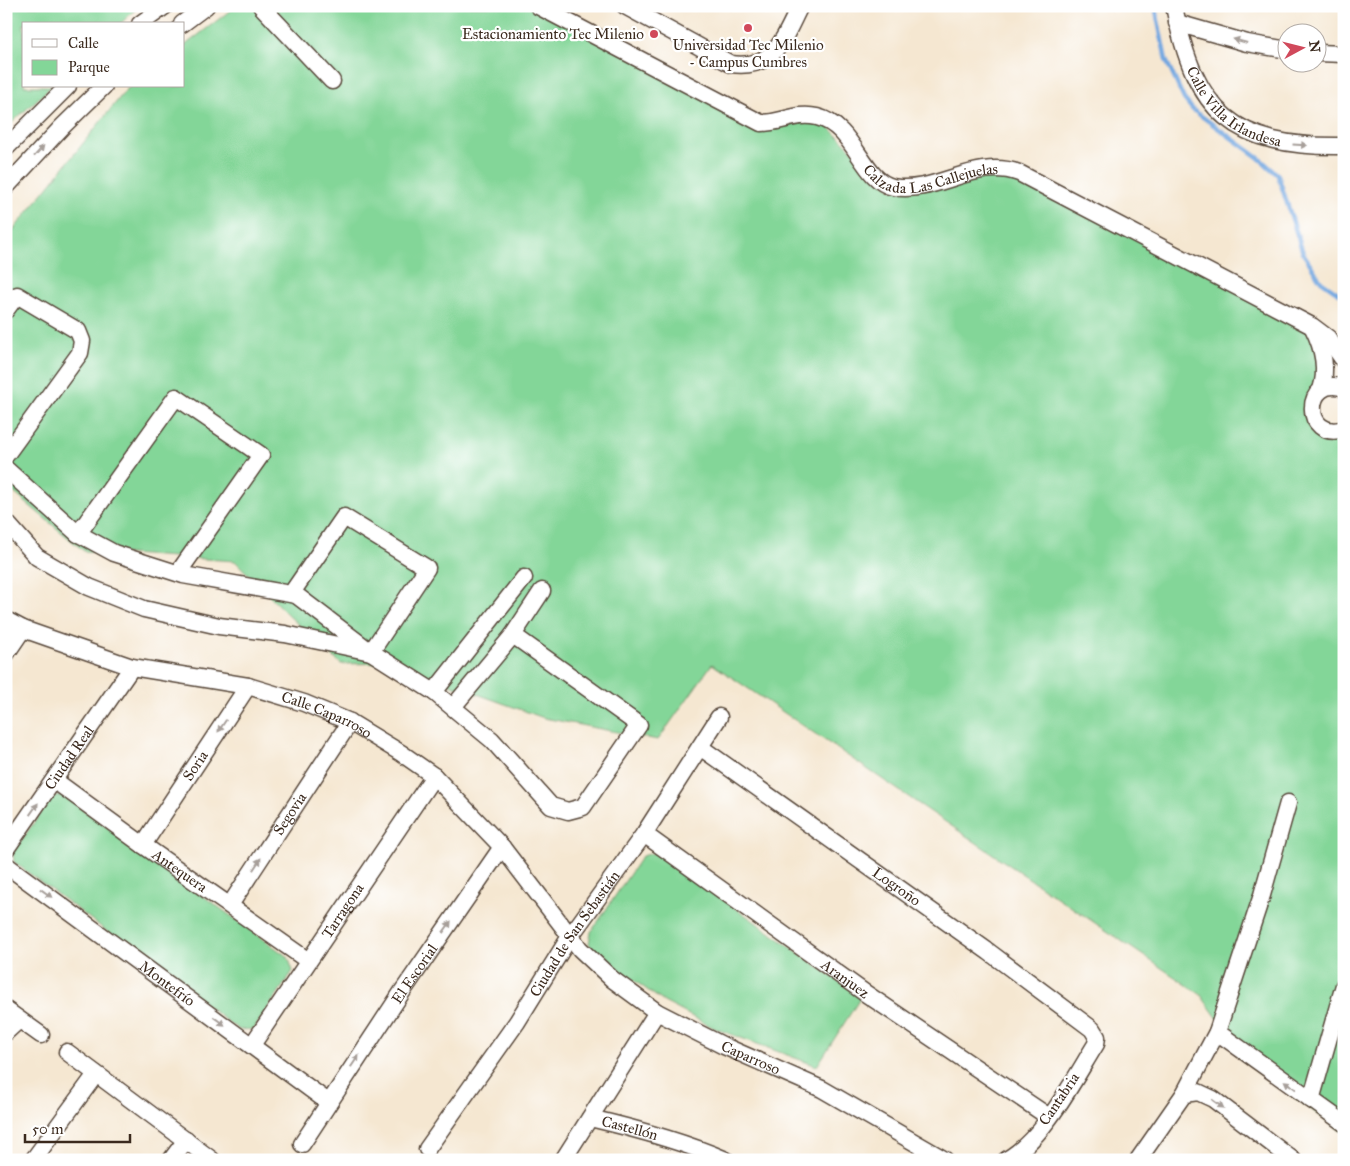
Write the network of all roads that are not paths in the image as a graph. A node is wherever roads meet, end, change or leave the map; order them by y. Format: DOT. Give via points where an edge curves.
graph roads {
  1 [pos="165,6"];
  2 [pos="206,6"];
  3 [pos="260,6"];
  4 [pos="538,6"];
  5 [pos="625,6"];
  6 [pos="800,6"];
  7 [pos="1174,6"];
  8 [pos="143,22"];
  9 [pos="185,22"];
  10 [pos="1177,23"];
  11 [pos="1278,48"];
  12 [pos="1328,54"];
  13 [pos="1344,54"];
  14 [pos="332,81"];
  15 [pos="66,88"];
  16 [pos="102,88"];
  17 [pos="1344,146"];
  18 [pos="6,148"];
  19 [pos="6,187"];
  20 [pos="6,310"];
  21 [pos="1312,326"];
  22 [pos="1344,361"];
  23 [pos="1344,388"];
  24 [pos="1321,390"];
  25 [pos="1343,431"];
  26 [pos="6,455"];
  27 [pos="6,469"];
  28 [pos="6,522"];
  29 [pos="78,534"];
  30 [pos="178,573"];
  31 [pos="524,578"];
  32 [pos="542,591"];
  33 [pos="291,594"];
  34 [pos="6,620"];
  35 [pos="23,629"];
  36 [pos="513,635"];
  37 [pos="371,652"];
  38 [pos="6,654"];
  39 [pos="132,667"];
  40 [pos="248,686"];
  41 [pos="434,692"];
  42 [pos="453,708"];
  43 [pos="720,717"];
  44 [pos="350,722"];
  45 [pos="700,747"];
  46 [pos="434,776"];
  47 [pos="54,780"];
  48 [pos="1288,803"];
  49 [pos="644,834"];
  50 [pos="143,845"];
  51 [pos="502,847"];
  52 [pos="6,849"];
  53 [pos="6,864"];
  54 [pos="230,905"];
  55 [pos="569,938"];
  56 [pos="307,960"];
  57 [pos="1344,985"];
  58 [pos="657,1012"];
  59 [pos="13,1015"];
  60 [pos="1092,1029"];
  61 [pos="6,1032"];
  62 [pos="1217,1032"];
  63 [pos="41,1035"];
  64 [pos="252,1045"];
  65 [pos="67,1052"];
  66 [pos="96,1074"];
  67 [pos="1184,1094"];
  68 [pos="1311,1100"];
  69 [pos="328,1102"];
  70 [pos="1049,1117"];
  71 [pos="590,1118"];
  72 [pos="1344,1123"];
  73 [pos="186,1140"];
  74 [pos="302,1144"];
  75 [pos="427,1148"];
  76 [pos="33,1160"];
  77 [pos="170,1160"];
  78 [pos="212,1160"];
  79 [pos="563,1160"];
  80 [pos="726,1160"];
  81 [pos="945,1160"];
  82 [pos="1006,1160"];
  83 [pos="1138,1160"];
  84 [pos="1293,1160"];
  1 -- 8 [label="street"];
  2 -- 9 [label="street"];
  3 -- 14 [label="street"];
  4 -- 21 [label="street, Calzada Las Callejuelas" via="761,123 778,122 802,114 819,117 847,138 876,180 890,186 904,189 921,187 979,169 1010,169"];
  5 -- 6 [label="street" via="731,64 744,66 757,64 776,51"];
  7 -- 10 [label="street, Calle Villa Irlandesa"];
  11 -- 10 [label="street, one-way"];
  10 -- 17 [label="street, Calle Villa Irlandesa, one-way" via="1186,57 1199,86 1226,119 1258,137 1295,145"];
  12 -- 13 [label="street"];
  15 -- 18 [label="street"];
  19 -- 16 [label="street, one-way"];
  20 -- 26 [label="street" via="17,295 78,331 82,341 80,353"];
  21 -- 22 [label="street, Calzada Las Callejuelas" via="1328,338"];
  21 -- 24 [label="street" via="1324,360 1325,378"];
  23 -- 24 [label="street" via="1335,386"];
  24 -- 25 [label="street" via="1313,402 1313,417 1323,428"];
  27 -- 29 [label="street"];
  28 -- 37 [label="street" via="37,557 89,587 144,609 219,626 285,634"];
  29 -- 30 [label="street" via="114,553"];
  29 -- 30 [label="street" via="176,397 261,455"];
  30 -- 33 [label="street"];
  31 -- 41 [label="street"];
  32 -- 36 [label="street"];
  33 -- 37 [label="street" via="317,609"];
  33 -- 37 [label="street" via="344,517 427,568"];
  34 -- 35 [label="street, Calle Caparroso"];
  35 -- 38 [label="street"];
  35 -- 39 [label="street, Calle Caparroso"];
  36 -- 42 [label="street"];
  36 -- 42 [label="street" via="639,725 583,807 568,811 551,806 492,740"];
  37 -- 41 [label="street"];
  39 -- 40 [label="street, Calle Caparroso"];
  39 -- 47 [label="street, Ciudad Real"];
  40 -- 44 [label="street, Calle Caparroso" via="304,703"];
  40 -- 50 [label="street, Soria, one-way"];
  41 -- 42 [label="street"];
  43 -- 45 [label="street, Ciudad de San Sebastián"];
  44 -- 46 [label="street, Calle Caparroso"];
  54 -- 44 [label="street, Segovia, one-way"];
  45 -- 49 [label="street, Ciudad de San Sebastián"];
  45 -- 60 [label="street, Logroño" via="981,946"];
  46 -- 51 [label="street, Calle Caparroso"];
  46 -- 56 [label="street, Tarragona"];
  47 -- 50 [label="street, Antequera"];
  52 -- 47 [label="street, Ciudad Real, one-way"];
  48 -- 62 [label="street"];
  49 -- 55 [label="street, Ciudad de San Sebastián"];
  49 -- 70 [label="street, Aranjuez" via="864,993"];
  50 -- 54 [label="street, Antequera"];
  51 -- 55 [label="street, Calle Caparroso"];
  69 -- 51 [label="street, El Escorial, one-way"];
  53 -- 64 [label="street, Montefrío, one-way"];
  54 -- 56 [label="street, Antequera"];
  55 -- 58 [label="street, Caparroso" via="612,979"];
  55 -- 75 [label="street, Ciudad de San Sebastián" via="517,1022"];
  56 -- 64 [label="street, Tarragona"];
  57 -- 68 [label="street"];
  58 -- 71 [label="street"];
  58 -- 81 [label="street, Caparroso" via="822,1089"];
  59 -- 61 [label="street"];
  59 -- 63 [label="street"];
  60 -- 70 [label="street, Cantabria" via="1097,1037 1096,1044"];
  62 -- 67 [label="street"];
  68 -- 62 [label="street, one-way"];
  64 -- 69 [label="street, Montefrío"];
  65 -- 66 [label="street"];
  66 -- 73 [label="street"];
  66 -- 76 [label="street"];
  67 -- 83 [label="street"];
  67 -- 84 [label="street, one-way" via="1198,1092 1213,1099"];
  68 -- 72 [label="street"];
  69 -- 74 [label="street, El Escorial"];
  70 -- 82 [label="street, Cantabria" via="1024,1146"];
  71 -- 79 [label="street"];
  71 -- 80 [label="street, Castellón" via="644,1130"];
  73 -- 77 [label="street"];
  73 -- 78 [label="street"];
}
■ ■ ■ ■ ■
## THE TASK:
The word "Real" appears on some lines of the data above; say how many such lines there are, with nothing else.

## SOLUTION TO THIS TASK:
2